The Urban EV will arrive on a unique new platform and a predicted range of 155 miles, and is set to become the brand’s first European electric car. It should be smaller than the Jazz, but no performance figures have been officially announced as of January 2019.
Nissan is responsible for two of the most popular cars within their categories on UK roads today. The Qashqai didn’t invent the crossover hatch, but it did popularise it, and the Leaf has quickly become the go-to electric car for the masses thanks to a sensible range and hatchback proportions.
The upcoming Leaf SUV is on track to mash these two ideas together, and is almost certain to become a sales hit when it goes on sale. Nissan has pledged to stay true to its IMx concept, which should mean distinctive looks, longer range and more power when it eventually goes on sale.
After being on sale for six years, only the 208 GTi has managed to truly impressed us, so rumours that its replacement will appear in pure-electric form should be guaranteed to get hot hatchback fans excited. The standard 208 will also get an electric version, courtesy of the CMP platform which allows for multiple powertrains.
It won’t get a bespoke design, so will instead share its looks with the petrol and diesel versions when it arrives towards the end of the year. Performance details are still under wraps, but a range of at least 186 miles has been promised.
Due not long after the launch of the petrol version, the electric Corsa will almost certainly prove popular in the UK. The Corsa is regularly one of the country’s most popular cars, and the new version will be the first built under PSA ownership.
It will use the same CMP platform as the Peugeot 208 and DS 3 Crossback, and provide an electric range of up to 250 miles. A brand new visual style, including redesigned grille and all-glass facia, has been predicted, and apparently achieved all within the space of two years following PSA’s buyout of the brand.
It has taken far longer to arrive than the Volkswagen e-Up with which it shares a platform, but Seat’s electric city car should finally go on sale by 2020. It may be a tough sell, costing significantly more than the petrol version and needing to undercut the VW to appeal to customers, but Seat has reportedly greenlit the car ahead of any further electric rollout.
The first electric Skoda will be an adapted version of its small city car. It will deliver a range of around 186 miles, which is significantly more than the Volkswagen e-Up sister car with which it shares a platform. It will then be followed by a dedicated electric model built on the Volkswagen Group’s MEB platform, although few details are known at present.

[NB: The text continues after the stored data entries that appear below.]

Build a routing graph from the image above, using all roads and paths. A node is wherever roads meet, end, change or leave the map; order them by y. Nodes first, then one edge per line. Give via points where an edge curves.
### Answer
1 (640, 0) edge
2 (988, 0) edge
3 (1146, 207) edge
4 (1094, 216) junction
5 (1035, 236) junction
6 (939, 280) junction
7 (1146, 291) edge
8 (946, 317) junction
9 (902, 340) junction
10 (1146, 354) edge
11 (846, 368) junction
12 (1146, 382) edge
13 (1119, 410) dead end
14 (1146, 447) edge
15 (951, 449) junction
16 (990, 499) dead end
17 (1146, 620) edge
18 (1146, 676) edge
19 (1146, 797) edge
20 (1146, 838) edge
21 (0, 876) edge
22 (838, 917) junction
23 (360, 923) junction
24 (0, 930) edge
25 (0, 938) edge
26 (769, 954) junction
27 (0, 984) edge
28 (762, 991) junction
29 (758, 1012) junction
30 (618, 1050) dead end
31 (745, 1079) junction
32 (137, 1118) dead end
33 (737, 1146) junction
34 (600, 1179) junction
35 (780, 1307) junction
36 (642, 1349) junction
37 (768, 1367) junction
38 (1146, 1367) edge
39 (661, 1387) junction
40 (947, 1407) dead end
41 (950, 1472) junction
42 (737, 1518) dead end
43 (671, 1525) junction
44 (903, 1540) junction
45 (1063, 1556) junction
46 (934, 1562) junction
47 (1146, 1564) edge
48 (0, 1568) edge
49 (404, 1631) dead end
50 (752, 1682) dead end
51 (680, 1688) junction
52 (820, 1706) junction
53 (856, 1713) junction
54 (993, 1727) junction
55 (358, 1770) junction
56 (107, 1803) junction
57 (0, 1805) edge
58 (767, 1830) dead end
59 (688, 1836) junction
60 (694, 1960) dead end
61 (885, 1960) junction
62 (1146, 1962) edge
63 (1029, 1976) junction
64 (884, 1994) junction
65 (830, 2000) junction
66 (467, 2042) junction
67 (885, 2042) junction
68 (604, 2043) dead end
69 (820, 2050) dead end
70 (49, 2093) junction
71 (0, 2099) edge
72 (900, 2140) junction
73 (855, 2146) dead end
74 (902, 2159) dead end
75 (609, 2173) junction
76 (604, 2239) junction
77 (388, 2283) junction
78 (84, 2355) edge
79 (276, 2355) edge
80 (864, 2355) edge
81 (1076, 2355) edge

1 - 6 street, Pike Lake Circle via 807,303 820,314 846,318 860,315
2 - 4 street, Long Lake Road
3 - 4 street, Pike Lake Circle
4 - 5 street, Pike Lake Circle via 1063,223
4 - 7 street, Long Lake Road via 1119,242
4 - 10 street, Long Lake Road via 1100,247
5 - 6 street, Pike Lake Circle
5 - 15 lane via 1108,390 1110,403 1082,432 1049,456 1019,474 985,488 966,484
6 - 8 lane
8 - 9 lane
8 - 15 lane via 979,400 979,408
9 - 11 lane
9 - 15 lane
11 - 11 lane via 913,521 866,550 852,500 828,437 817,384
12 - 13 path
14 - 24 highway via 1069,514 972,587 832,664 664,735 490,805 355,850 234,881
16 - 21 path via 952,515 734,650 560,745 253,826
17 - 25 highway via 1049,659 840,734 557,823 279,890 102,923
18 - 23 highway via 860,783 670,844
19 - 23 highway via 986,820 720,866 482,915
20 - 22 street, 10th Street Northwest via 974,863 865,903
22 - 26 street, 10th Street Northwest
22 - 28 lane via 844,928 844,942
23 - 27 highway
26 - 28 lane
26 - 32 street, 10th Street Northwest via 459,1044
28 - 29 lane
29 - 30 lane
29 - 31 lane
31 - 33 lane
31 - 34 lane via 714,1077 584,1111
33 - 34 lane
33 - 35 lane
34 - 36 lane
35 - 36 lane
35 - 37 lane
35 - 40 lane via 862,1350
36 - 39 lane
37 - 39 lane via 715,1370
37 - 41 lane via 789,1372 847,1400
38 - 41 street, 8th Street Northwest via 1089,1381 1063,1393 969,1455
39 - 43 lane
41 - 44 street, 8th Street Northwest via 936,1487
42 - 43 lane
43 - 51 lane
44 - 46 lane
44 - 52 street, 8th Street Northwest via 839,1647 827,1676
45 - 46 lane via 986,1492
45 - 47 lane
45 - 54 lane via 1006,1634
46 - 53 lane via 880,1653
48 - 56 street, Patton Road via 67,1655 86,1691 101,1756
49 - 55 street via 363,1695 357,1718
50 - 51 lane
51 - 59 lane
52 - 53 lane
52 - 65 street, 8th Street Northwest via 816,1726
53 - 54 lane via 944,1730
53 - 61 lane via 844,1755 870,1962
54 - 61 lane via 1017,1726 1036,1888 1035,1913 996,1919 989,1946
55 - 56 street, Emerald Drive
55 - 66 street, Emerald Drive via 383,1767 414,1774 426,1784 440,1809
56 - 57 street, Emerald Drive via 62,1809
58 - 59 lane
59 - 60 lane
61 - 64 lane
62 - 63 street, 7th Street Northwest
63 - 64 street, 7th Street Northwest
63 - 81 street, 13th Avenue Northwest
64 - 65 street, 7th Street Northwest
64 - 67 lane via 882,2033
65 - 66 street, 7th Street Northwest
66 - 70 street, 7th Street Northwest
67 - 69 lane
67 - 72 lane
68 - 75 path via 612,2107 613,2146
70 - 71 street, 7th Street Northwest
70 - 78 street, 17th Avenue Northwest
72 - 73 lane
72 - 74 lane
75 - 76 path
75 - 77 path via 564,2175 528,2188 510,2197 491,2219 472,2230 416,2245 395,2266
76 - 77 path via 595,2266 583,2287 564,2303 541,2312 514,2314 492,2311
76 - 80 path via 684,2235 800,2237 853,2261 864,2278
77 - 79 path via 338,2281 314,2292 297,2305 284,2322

An electric version of BMW’s X3 SUV, the iX3 will arrive with a new four-wheel drive powertrain comprised of two electric motors – one for the front axle and another for the rear. It will closely resemble the petrol-powered X3, rather than take any design inspiration from the more radical i3 and i8, to become only the company’s second pure electric car. Each motor should develop around 270bhp from a 70kWh battery, and be capable of around 249 miles of WLTP-certified range.
Set to arrive in SUV and coupe bodystyles in a similar approach to the Kodiaq and China-only Kodiaq GT coupé, Skoda’s first dedicated electric car isn’t expected to go on sale until 2021, but a production version should be revealed in 2020. Both versions will be based on the VW Group’s MEB platform, which is being used across all the company’s brands for electric vehicles. Range has been estimated at at least 300 miles, and pricing will be comparable to an upper-range Kodiaq, meaning roughly £30,000.